● What the task asks: Search the listing for "IBARRA" and copy every line where it appears.

● Dataset records:
···
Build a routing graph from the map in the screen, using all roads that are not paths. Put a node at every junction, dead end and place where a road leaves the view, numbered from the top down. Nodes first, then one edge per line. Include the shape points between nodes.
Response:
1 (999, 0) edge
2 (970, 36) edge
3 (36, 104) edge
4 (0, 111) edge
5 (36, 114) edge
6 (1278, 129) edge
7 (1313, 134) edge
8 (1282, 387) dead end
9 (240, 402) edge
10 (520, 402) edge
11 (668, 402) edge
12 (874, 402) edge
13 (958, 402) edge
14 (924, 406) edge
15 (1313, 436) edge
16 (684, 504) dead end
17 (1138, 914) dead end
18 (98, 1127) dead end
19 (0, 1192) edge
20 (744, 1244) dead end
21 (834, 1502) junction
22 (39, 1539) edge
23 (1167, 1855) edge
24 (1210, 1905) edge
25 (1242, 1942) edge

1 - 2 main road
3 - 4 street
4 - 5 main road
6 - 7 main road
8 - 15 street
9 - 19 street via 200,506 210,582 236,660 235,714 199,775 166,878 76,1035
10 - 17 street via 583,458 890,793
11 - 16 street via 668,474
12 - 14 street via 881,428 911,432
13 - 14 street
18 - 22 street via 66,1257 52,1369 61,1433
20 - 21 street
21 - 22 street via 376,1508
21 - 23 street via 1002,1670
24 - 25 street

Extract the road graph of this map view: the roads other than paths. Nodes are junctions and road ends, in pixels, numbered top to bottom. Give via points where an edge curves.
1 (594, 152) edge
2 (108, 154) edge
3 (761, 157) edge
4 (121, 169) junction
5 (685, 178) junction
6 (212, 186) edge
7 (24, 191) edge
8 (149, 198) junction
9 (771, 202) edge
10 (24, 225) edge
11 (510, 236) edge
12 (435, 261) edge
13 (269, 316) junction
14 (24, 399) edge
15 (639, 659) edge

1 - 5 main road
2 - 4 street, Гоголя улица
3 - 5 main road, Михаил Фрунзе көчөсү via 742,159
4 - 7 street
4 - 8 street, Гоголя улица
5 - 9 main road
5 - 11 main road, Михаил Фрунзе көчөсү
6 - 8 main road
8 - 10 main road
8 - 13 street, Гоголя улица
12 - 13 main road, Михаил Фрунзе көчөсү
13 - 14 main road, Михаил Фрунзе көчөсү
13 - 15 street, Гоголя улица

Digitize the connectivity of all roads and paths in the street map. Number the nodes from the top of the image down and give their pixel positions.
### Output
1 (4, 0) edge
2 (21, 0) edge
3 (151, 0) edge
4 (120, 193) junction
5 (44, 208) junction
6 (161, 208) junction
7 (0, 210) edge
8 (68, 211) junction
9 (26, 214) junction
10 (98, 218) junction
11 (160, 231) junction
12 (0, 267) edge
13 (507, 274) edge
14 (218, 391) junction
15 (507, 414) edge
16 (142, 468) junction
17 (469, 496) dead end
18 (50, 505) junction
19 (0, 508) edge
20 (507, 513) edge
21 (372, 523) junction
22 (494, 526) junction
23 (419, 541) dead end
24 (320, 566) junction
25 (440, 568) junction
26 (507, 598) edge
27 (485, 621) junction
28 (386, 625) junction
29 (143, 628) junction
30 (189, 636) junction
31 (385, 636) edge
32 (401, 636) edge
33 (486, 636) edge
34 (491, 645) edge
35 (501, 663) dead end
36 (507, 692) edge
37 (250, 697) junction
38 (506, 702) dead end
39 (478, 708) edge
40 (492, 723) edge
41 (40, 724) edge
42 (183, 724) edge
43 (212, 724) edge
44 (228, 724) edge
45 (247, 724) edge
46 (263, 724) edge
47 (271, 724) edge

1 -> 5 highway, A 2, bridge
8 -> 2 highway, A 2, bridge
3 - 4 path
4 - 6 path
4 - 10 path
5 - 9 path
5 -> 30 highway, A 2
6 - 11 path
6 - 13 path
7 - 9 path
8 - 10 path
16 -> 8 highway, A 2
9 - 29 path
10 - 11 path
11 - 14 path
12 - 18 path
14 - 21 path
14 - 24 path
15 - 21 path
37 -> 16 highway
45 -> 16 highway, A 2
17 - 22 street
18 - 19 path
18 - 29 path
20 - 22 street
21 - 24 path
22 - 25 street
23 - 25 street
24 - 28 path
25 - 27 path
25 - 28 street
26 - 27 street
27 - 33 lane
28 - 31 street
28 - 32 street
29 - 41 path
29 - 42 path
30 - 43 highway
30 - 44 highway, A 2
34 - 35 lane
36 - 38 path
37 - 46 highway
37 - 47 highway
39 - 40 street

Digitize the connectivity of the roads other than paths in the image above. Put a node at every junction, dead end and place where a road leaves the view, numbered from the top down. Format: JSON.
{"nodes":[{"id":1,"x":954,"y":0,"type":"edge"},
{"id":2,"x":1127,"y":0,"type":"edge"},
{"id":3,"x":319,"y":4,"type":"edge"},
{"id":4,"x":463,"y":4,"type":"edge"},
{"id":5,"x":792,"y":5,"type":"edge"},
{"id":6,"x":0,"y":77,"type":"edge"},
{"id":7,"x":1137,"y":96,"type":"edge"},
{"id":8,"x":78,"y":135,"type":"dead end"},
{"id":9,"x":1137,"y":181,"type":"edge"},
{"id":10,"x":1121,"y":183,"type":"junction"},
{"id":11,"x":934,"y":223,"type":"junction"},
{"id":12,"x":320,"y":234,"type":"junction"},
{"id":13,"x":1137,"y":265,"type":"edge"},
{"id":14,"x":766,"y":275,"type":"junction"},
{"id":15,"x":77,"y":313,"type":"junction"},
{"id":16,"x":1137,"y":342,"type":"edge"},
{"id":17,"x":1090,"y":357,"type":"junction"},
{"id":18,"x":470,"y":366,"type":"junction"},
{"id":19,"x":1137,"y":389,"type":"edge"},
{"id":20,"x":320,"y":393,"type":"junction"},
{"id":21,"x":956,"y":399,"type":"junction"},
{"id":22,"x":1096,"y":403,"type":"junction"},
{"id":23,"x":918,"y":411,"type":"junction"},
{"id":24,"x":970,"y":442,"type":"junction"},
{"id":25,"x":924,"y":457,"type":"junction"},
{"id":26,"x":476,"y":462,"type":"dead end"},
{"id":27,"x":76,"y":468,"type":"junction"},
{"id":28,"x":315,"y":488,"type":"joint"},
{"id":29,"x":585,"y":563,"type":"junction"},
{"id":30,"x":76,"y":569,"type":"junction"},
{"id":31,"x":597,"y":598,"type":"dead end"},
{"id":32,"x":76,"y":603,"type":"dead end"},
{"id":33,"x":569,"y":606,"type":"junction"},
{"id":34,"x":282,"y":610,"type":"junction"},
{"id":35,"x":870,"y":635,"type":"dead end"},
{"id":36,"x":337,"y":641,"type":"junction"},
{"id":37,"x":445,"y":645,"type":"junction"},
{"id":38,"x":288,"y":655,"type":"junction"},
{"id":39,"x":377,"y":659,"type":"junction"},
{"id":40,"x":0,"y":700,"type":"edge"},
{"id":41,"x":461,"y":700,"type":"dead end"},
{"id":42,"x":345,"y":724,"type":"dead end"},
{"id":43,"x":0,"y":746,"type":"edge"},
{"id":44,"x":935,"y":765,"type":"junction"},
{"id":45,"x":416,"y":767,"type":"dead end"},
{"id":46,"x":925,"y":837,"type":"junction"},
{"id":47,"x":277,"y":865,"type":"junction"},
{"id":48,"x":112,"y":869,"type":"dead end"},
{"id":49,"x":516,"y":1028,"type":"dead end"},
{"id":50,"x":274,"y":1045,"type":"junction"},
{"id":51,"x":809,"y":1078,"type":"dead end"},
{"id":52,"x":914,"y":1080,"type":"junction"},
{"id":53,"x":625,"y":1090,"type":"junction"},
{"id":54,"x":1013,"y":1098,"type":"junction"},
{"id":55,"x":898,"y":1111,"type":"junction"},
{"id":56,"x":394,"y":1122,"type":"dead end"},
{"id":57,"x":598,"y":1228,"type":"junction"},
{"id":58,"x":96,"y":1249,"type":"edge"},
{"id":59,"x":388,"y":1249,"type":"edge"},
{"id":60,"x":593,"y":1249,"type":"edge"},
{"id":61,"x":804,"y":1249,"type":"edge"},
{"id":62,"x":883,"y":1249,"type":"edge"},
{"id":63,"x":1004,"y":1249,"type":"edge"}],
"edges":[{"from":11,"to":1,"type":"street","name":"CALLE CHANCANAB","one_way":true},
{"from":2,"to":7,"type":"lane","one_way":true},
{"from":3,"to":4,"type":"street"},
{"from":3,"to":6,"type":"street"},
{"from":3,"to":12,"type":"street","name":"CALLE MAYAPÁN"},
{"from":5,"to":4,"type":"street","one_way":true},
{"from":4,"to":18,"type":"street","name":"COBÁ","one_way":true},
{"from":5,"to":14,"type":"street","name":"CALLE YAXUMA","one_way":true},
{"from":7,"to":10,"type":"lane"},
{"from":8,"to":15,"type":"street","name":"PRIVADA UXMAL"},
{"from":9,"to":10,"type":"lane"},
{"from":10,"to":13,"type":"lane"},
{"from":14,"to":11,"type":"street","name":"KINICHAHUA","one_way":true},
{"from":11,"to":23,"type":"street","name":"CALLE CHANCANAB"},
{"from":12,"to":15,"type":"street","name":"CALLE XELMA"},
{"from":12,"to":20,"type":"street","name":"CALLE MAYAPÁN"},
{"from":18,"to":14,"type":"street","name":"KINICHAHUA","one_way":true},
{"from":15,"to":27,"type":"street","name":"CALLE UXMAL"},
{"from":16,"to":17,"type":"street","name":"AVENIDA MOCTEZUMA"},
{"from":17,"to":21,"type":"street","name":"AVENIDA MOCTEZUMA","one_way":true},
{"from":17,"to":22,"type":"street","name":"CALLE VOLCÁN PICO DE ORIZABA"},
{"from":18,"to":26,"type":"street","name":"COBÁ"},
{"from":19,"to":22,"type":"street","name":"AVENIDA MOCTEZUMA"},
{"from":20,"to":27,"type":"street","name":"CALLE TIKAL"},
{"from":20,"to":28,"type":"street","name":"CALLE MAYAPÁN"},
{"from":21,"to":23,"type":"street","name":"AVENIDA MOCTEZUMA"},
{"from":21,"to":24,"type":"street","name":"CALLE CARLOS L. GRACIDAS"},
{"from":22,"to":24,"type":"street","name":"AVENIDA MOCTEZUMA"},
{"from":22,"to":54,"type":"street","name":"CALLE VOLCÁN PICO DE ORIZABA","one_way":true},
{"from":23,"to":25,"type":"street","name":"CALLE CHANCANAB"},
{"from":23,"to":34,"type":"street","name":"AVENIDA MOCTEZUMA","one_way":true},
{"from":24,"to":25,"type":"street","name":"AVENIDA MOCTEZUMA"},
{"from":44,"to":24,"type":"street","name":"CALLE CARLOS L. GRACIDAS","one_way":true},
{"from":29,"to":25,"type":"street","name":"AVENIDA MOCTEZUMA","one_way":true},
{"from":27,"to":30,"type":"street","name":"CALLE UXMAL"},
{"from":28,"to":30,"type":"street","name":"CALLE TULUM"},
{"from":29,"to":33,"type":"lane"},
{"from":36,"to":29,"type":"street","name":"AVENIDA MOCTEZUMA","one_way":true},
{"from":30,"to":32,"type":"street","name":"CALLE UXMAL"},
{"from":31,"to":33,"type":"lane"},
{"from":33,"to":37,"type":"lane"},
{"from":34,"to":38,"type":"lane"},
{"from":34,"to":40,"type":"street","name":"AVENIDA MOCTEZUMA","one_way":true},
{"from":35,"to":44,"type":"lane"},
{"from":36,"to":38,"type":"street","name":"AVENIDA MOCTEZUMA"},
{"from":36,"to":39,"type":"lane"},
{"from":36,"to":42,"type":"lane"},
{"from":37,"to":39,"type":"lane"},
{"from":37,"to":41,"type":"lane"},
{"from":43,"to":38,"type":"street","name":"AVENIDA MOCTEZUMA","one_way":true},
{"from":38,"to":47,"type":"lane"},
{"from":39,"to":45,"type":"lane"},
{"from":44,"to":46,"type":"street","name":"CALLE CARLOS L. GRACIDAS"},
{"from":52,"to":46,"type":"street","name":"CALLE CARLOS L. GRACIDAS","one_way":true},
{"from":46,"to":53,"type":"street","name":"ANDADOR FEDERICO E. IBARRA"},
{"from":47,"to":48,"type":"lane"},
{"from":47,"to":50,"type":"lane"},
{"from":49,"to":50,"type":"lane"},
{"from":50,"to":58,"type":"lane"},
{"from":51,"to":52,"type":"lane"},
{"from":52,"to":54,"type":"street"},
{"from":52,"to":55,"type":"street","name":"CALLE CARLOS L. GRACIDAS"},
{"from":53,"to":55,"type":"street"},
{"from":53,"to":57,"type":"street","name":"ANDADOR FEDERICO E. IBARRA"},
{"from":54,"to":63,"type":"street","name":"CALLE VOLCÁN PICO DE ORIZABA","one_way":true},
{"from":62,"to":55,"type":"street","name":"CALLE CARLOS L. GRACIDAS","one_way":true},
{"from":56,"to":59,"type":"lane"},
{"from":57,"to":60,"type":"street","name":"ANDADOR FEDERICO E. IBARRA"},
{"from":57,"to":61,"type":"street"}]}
···
● Exercise output:
{"from":46,"to":53,"type":"street","name":"ANDADOR FEDERICO E. IBARRA"},
{"from":53,"to":57,"type":"street","name":"ANDADOR FEDERICO E. IBARRA"},
{"from":57,"to":60,"type":"street","name":"ANDADOR FEDERICO E. IBARRA"},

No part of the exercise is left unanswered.